→ **Work item**: Locate each line below that includes "Albert" and reproduce it.

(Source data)
==========

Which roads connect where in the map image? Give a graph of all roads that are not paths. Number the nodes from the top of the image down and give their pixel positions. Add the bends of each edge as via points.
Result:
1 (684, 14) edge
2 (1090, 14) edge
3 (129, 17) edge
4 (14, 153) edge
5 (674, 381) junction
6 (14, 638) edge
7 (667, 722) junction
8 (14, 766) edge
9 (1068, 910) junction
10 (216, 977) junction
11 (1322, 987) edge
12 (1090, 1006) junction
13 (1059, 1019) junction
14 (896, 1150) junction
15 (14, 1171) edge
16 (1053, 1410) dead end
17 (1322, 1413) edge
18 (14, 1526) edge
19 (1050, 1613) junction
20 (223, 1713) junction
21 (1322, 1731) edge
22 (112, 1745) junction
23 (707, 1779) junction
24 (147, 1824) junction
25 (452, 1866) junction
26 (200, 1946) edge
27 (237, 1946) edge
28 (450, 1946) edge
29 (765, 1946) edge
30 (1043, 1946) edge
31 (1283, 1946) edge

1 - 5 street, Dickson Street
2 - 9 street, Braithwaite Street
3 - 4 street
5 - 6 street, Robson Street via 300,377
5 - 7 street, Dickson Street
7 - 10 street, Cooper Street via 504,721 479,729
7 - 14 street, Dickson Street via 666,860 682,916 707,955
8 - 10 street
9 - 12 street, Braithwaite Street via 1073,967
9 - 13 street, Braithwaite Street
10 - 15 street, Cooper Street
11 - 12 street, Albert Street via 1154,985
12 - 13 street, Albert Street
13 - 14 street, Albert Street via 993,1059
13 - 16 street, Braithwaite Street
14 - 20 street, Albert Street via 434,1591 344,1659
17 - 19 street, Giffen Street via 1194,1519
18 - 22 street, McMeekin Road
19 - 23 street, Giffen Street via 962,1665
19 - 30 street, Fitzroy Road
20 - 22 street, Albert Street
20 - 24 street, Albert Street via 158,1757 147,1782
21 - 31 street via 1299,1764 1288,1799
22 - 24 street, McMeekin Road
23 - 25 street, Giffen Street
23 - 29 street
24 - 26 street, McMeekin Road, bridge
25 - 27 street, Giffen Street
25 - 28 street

==========

→ **Response to the task**:
11 - 12 street, Albert Street via 1154,985
12 - 13 street, Albert Street
13 - 14 street, Albert Street via 993,1059
14 - 20 street, Albert Street via 434,1591 344,1659
20 - 22 street, Albert Street
20 - 24 street, Albert Street via 158,1757 147,1782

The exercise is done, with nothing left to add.